Other serious symptoms can include:

  • anxiety or a sense of dread
  • collapsing
  • sweating

Pulmonary embolism requires emergency medical attention.

Doctors can treat this condition using medications that dissolve blood clots, or thrombolytics. They may also prescribe medicines that prevent blood clotting, called anticoagulants.

If the clot is small, people can recover from pulmonary embolism with effective treatment. However, it can leave some lasting lung damage.

Large clots can prevent blood from reaching the lungs, which can be fatal.


Blood clots in the abdomen can cause the following symptoms:

  • severe pain in the abdomen
  • nausea
  • vomiting
  • diarrhea
  • bloody stool

It can be difficult to diagnose a blood clot in the abdomen or pelvis. Doctors may use a CT scan or other imaging studies to look for blood clots in this area and to rule out other causes of these symptoms.


A blood clot in an artery around the heart can lead to a heart attack.

The symptoms of a heart attack include:

  • chest discomfort — such as pressure, fullness, or pain — that occurs in the center of the chest and lasts for more than a few minutes
  • pain or discomfort in other body parts, such as one or both arms, the back, jaw, stomach, or neck
  • shortness of breath, with or without chest discomfort
  • other signs, such as a cold sweat, nausea, or lightheadedness

The symptoms can differ between males and females. Chest pain is the most common symptom overall, but females are more likely to experience shortness of breath, nausea or vomiting, and back or jaw pain.

A heart attack is a medical emergency. People should seek emergency treatment if they notice any symptoms.
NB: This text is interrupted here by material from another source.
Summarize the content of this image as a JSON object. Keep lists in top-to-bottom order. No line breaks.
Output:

A blood clot in the brain can lead to ischemic stroke. This occurs when a blood clot blocks an artery, preventing blood from flowing to certain areas of the brain.

Symptoms of ischemic stroke include a sudden onset of:

  • numbness or weakness in the face, arm, or leg, especially on one side of the body
  • confusion
  • difficulty speaking or understanding speech
  • vision problems in one or both eyes
  • difficulty walking
  • dizziness or loss of coordination
  • a severe headache with no known cause

A stroke is a medical emergency. People should seek emergency treatment if they notice any symptoms.
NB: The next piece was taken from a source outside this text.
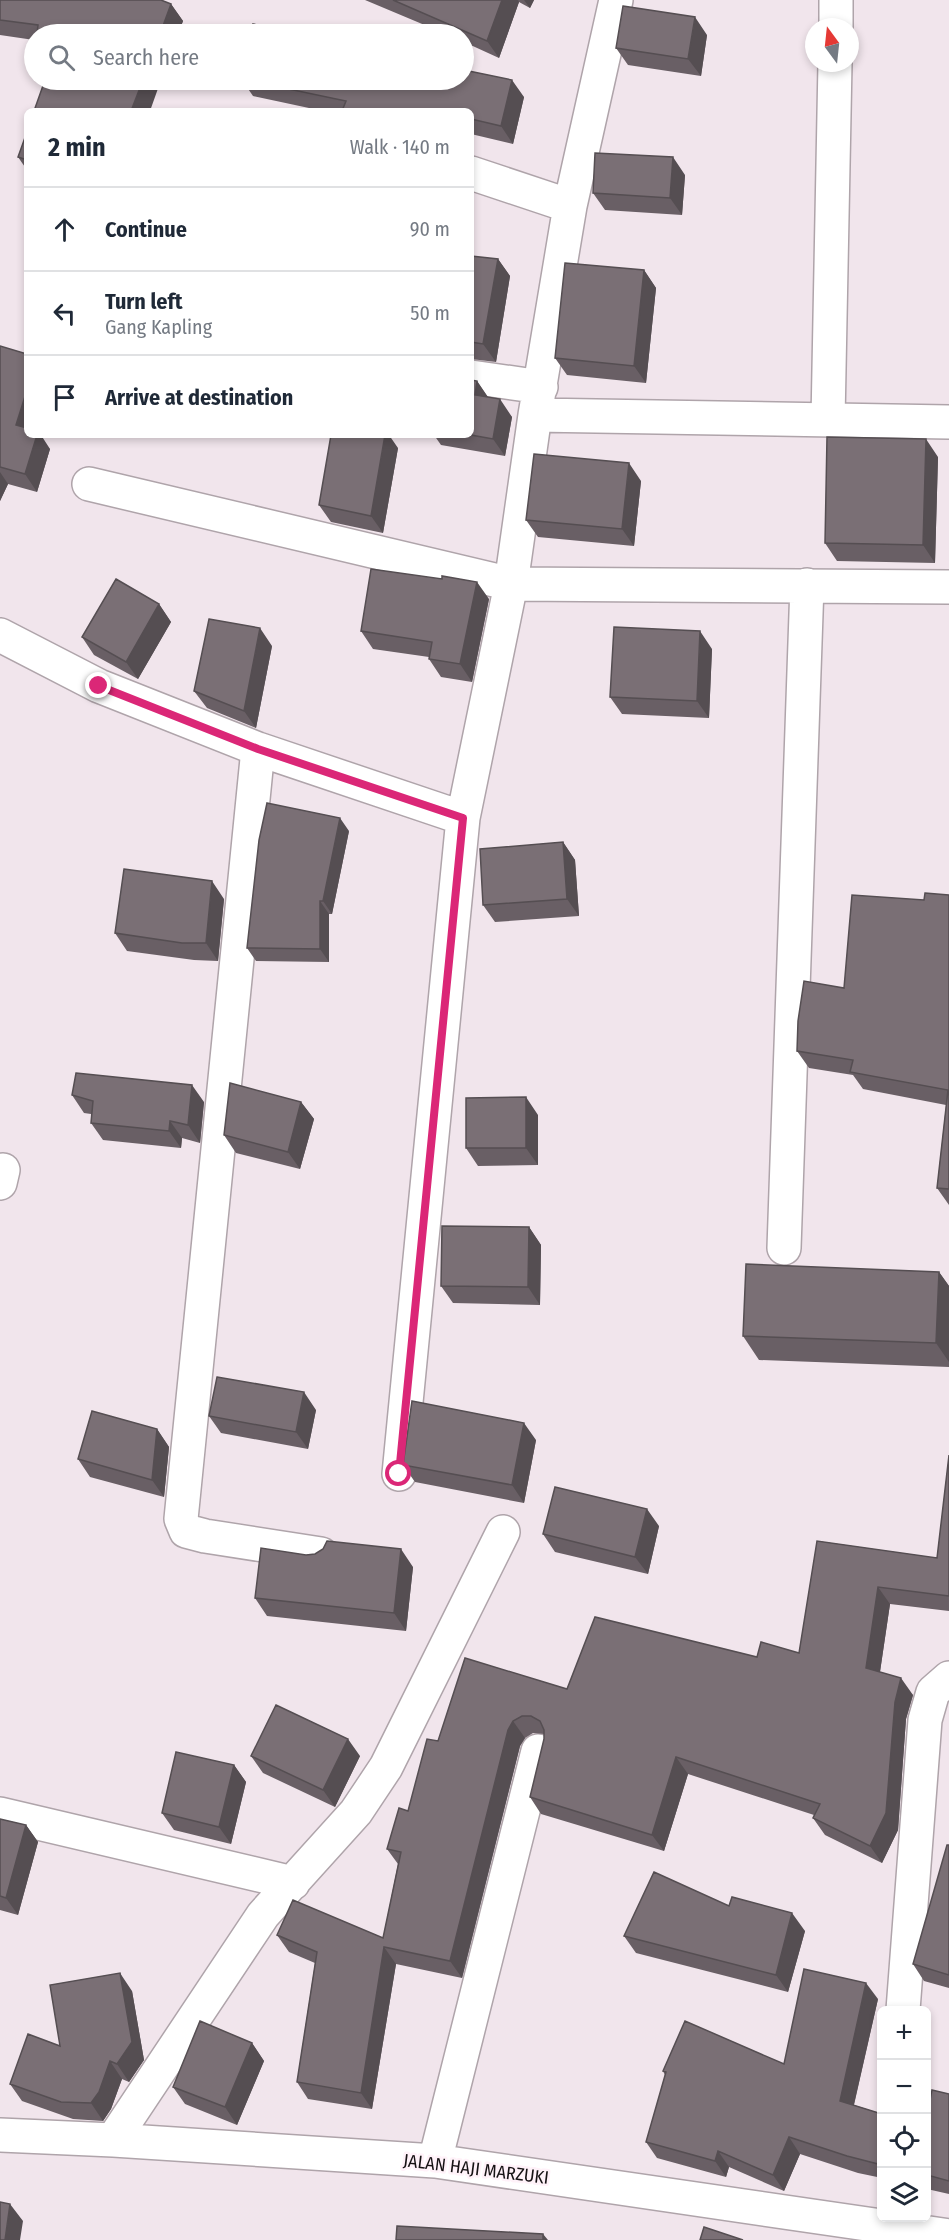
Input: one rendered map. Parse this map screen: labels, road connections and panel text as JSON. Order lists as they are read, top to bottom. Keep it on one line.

The following tips can help prevent blood clots:

  • Move around as soon as possible after being confined to a bed, such as after surgery, illness, or injury.
  • When sitting for long periods, get up and walk around every 2–3 hours.
  • Exercise the legs while sitting, such as tightening and relaxing the leg muscles and performing heel and toe raises.
  • Maintain a moderate weight and avoid a sedentary lifestyle.
  • Talk to a doctor about using compression stockings or anticoagulants to prevent clots.
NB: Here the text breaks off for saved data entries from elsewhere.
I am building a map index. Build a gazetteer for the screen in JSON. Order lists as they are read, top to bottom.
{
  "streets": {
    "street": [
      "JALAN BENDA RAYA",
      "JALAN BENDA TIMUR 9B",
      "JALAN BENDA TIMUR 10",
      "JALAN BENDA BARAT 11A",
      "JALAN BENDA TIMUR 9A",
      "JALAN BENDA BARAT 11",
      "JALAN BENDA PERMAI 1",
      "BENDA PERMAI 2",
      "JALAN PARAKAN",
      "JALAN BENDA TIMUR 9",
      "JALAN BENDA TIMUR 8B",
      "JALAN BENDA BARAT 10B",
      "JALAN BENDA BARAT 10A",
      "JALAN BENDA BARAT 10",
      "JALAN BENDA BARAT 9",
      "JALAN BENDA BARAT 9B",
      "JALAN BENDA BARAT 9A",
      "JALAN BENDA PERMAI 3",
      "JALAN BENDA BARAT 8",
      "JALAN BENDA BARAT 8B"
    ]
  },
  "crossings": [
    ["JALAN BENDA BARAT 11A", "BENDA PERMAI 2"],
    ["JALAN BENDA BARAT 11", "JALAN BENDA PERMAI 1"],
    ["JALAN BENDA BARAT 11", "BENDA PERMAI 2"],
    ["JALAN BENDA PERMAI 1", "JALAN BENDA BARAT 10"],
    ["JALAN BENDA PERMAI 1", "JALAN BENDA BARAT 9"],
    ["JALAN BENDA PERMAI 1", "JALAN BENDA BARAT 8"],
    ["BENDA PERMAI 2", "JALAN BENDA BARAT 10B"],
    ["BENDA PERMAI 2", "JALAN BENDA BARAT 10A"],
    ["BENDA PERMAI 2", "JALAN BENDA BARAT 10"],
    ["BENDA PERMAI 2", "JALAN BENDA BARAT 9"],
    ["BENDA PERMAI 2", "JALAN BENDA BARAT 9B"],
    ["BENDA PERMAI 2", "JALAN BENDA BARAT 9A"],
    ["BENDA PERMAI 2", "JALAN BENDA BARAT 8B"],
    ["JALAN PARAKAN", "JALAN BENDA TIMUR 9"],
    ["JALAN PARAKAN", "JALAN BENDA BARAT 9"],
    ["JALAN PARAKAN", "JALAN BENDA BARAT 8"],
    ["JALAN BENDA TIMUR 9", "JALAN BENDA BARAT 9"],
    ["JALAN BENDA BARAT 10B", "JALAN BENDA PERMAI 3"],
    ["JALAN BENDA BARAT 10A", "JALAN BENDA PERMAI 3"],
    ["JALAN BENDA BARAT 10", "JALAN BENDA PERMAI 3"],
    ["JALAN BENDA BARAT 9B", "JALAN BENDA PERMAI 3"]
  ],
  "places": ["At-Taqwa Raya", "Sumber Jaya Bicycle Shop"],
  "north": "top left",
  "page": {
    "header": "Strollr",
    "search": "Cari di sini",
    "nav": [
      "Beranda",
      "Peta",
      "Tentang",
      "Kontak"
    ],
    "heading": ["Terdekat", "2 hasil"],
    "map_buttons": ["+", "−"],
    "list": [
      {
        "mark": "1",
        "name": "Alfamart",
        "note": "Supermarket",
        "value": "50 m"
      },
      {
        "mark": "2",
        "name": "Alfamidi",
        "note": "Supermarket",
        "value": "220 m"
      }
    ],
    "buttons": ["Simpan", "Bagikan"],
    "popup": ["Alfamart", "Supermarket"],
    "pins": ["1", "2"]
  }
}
The National Blood Clot Alliance have produced a “passport to safety” for preventing DVT while traveling. They suggest practical prevention measures, such as staying hydrated, moving the lower legs, and getting up for a walk.

Some people are more likely to develop blood clots than others. Risk factors for blood clots include:

  • recent surgery
  • recent hospitalization
  • a family history of blood clots
  • slow blood flow due to limited movement, confinement to a bed, or sitting still for a long time
  • increased estrogen from birth control pills, menopause medications, or pregnancy
  • damage to the vein linings due to fractures, muscle trauma, or long-term vascular conditions, such as diabetes

Some medical conditions can also increase the risk of DVT, including:

  • heart disease
  • lung disease
  • cancer and some cancer treatments
  • inflammatory bowel disease
  • inherited clotting disorders

The risk of a blood clot increases when the person has more risk factors.

Blood clots are a major public health concern.

Knowing the symptoms of a blood clot in different areas of the body can help people identify blood clots early and prevent long-term complications.